Count the lines below holding "Şehit" and answer with that number only.

*** MATERIAL TO PROCESS Section Begins ***

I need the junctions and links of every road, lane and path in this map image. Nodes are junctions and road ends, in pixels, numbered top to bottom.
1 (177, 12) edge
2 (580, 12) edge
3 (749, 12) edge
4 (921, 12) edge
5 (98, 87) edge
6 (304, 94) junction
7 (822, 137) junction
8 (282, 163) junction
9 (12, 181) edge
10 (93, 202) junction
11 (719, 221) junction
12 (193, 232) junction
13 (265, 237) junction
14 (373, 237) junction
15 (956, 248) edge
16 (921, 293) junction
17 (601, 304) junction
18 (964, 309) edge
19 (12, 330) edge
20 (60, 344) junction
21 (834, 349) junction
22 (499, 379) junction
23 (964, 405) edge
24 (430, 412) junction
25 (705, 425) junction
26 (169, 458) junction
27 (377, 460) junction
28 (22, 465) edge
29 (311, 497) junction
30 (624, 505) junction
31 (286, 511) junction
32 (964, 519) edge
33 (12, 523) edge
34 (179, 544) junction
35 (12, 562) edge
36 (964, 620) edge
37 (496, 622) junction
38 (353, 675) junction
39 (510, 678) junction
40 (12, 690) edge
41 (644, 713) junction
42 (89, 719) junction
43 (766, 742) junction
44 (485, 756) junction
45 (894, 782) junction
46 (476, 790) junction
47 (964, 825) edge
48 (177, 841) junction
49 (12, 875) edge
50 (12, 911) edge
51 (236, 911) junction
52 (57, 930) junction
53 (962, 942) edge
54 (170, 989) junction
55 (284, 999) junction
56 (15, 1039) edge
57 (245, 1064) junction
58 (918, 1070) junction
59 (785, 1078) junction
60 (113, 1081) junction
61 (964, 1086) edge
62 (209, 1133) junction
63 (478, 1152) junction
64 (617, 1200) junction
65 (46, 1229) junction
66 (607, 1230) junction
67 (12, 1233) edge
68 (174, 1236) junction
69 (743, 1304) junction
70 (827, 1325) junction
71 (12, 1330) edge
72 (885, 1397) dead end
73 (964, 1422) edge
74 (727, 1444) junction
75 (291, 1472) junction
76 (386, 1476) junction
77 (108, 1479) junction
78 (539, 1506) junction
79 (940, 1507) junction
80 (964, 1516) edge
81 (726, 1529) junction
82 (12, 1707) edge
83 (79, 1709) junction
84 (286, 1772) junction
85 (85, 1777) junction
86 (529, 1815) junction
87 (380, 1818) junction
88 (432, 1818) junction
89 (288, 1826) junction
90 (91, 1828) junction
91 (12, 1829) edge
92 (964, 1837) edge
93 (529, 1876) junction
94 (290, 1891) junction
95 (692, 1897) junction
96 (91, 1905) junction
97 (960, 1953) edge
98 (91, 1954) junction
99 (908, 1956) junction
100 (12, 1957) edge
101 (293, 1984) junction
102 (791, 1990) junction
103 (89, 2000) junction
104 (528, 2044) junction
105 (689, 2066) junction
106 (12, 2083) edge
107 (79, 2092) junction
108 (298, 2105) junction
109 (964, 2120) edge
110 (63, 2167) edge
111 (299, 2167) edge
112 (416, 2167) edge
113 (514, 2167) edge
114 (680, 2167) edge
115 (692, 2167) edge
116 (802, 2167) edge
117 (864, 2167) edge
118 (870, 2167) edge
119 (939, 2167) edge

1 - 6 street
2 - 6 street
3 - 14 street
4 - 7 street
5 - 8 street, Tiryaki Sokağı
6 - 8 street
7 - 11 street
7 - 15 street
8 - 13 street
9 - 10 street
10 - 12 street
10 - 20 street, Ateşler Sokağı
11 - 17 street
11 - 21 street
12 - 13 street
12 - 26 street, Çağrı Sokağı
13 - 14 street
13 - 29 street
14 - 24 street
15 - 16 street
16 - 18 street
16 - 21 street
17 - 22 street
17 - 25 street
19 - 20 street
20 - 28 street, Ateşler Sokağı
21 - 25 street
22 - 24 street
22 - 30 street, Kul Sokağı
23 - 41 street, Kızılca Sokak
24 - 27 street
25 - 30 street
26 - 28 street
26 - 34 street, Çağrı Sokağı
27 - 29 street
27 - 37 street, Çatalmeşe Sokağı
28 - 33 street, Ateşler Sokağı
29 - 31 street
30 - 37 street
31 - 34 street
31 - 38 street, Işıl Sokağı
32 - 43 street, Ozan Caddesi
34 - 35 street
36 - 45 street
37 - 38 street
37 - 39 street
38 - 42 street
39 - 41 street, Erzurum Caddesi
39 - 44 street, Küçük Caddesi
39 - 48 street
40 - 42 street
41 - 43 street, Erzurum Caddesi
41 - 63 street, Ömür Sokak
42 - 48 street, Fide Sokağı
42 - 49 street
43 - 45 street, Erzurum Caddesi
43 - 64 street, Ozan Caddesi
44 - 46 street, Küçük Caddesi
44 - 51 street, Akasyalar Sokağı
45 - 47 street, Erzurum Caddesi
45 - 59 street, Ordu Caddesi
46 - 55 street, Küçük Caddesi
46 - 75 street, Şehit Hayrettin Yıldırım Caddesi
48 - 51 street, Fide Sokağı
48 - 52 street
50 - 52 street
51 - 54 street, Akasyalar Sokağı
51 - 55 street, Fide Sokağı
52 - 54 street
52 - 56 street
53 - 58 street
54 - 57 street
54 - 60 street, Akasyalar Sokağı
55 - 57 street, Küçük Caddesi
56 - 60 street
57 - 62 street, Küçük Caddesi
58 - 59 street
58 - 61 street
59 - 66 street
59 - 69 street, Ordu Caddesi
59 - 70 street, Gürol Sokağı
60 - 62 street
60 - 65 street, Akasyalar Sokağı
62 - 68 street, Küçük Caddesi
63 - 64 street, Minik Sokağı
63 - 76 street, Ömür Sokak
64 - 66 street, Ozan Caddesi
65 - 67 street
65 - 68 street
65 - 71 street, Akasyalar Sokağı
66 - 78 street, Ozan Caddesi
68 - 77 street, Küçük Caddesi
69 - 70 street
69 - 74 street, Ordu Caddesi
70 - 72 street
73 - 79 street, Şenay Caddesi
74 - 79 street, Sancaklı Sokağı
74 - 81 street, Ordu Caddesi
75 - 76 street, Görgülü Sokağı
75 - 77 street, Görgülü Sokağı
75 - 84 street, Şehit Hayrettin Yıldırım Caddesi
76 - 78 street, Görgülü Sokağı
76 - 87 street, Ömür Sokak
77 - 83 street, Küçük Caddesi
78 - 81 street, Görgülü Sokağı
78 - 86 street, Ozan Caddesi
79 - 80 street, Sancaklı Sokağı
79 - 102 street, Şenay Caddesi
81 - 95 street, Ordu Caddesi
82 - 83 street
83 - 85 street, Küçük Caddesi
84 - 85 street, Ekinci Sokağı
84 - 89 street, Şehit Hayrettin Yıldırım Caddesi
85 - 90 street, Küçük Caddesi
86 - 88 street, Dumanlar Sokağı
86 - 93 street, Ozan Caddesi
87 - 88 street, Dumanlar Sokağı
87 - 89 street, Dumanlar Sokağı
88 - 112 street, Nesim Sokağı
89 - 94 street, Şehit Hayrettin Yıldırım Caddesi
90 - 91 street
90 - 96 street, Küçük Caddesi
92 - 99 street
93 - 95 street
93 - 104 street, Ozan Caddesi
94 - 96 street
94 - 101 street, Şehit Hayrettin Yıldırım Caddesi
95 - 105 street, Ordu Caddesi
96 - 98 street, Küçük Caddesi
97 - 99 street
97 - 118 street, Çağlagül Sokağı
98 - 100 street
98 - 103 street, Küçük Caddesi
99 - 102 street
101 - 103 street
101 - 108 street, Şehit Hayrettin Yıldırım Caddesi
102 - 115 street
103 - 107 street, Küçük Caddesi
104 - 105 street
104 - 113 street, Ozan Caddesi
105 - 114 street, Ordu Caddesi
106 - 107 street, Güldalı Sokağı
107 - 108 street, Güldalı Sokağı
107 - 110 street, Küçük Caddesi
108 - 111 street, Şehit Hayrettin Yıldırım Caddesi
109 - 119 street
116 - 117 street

*** MATERIAL TO PROCESS Section Ends ***

• _WRITTEN SOLUTION_
7